## [WORK ORDER]
In your copy, each line below is repeated exactly and no image appears.

[[ RECORDS SHOWN open ]]

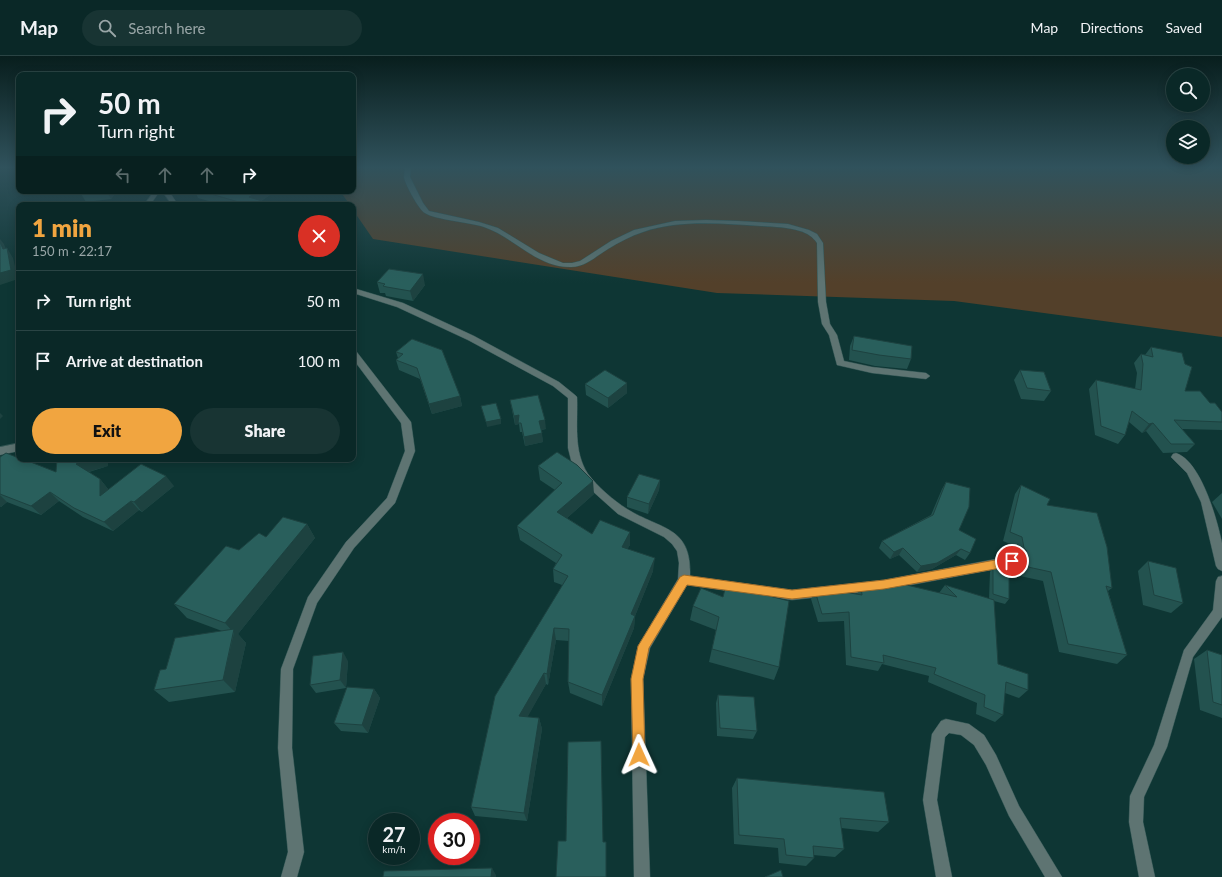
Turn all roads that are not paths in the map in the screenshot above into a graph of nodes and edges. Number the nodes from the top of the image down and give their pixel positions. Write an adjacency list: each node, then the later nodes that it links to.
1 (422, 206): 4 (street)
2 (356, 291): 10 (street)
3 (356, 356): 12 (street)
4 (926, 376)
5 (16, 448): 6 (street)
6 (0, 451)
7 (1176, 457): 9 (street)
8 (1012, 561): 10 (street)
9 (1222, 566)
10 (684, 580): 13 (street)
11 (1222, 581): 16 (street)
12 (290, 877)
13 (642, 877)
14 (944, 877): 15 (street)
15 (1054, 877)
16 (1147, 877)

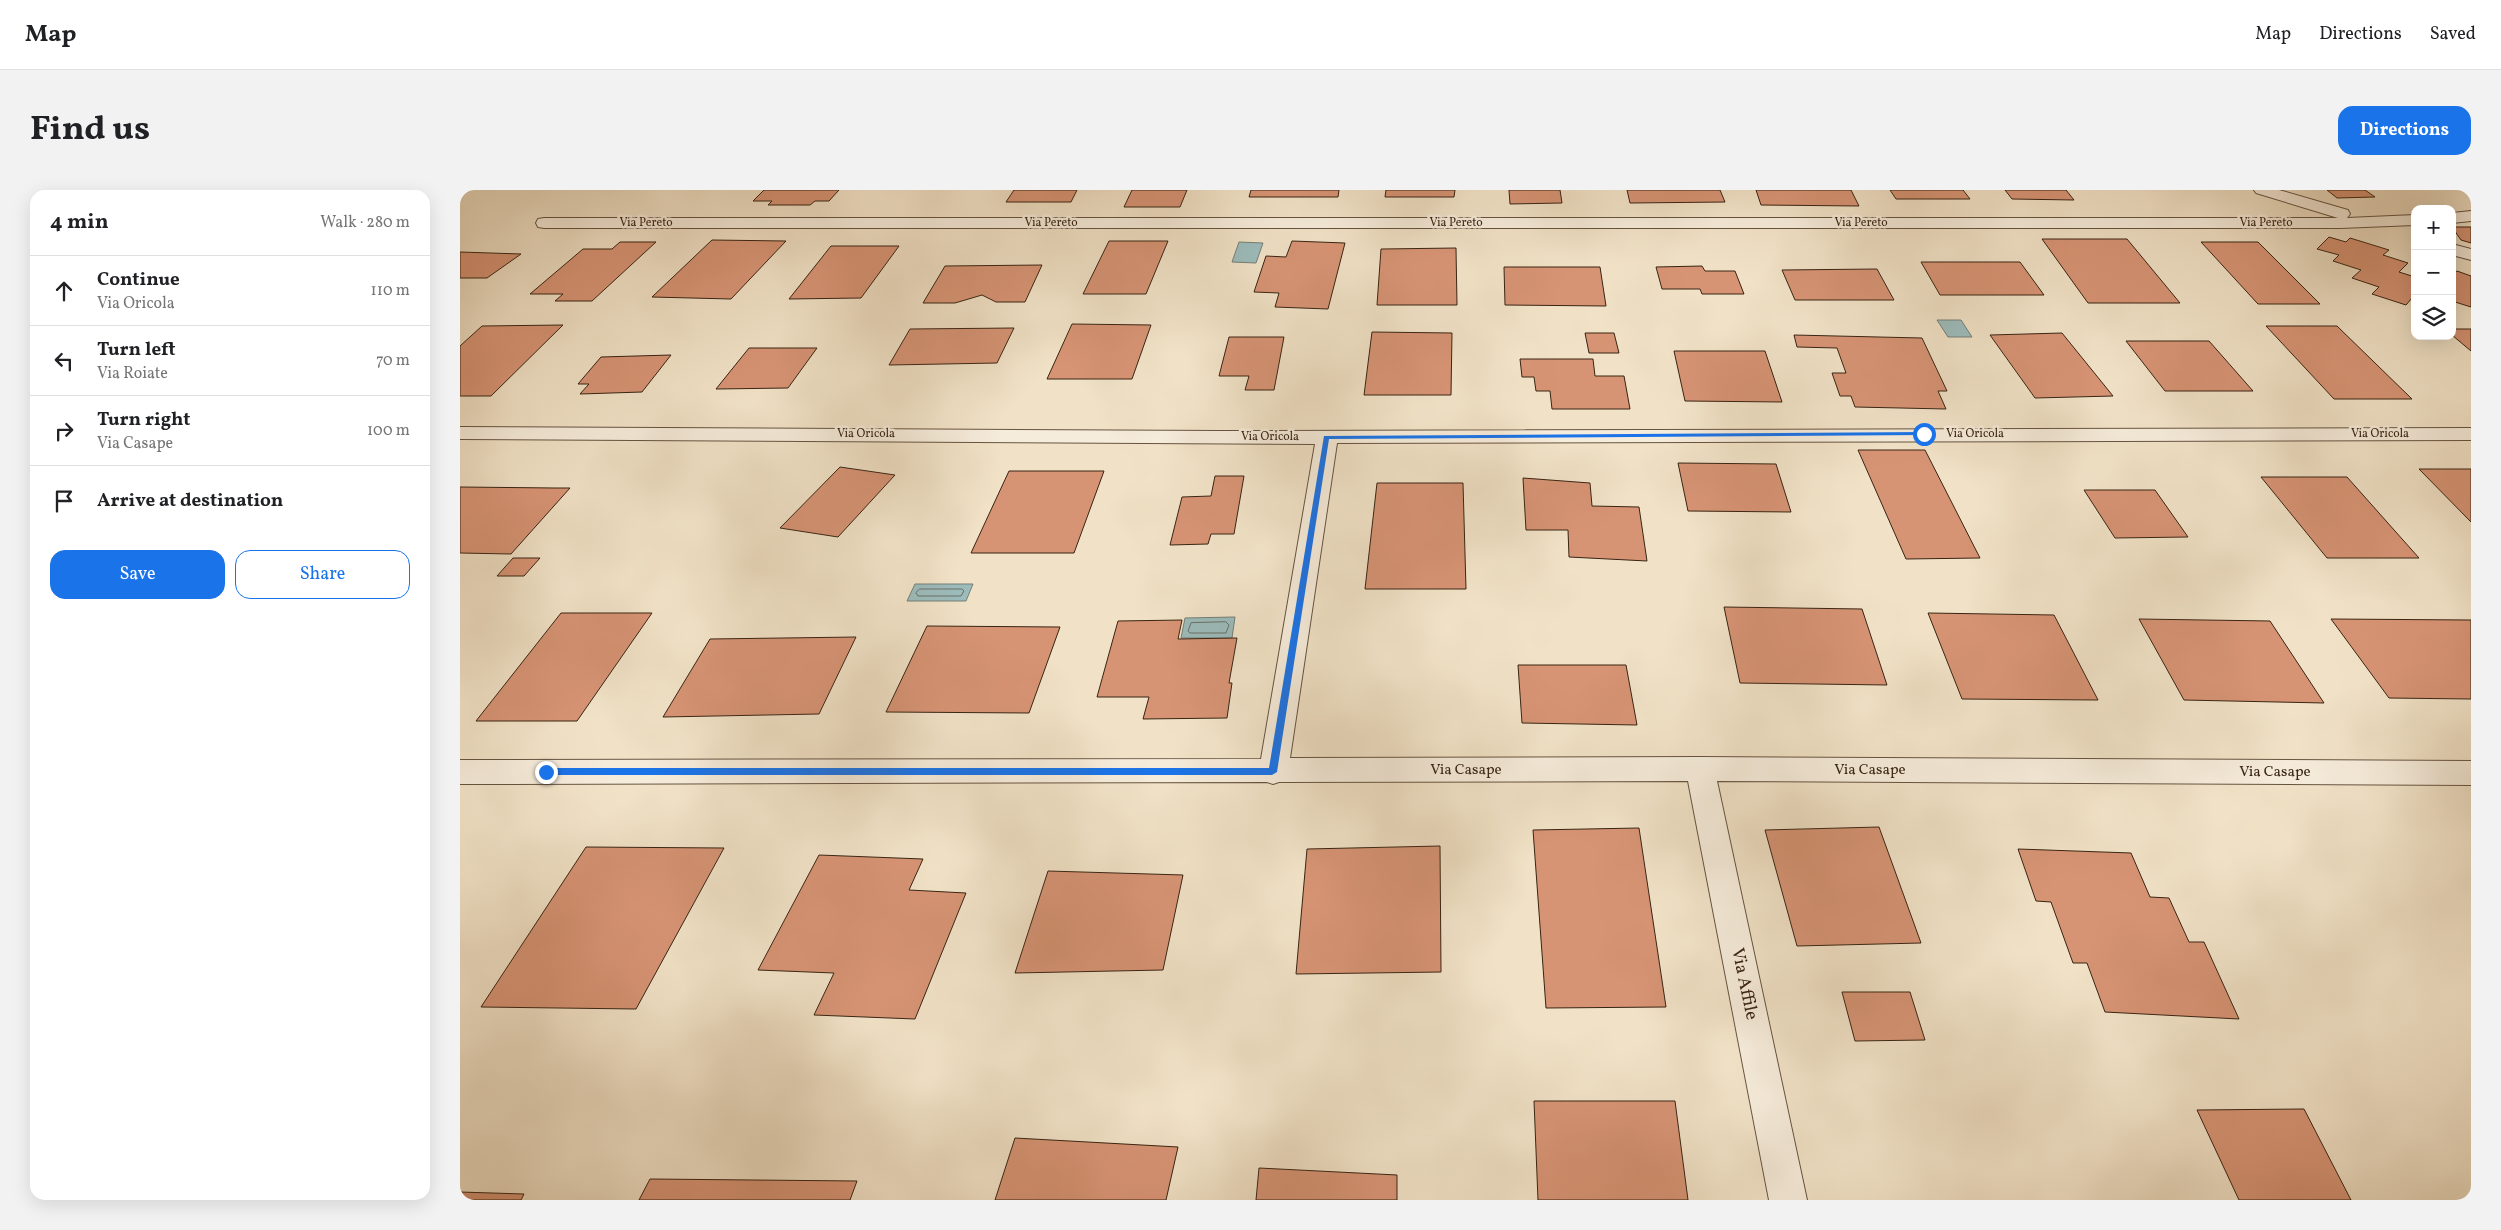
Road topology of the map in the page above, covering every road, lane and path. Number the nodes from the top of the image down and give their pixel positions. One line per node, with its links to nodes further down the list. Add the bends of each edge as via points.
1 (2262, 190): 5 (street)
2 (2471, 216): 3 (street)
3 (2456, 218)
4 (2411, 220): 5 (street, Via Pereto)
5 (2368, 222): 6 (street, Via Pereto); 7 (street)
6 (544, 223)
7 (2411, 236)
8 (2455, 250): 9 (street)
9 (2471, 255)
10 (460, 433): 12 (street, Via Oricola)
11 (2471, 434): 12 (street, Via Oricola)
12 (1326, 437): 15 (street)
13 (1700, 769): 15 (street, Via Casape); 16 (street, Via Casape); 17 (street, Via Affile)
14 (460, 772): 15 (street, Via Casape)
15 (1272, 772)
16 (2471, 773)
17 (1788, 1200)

[[ RECORDS SHOWN closed ]]

## [EXERCISE RESPONSE]
Turn all roads that are not paths in the map in the screenshot above into a graph of nodes and edges. Number the nodes from the top of the image down and give their pixel positions. Write an adjacency list: each node, then the later nodes that it links to.
1 (422, 206): 4 (street)
2 (356, 291): 10 (street)
3 (356, 356): 12 (street)
4 (926, 376)
5 (16, 448): 6 (street)
6 (0, 451)
7 (1176, 457): 9 (street)
8 (1012, 561): 10 (street)
9 (1222, 566)
10 (684, 580): 13 (street)
11 (1222, 581): 16 (street)
12 (290, 877)
13 (642, 877)
14 (944, 877): 15 (street)
15 (1054, 877)
16 (1147, 877)

Road topology of the map in the page above, covering every road, lane and path. Number the nodes from the top of the image down and give their pixel positions. One line per node, with its links to nodes further down the list. Add the bends of each edge as via points.
1 (2262, 190): 5 (street)
2 (2471, 216): 3 (street)
3 (2456, 218)
4 (2411, 220): 5 (street, Via Pereto)
5 (2368, 222): 6 (street, Via Pereto); 7 (street)
6 (544, 223)
7 (2411, 236)
8 (2455, 250): 9 (street)
9 (2471, 255)
10 (460, 433): 12 (street, Via Oricola)
11 (2471, 434): 12 (street, Via Oricola)
12 (1326, 437): 15 (street)
13 (1700, 769): 15 (street, Via Casape); 16 (street, Via Casape); 17 (street, Via Affile)
14 (460, 772): 15 (street, Via Casape)
15 (1272, 772)
16 (2471, 773)
17 (1788, 1200)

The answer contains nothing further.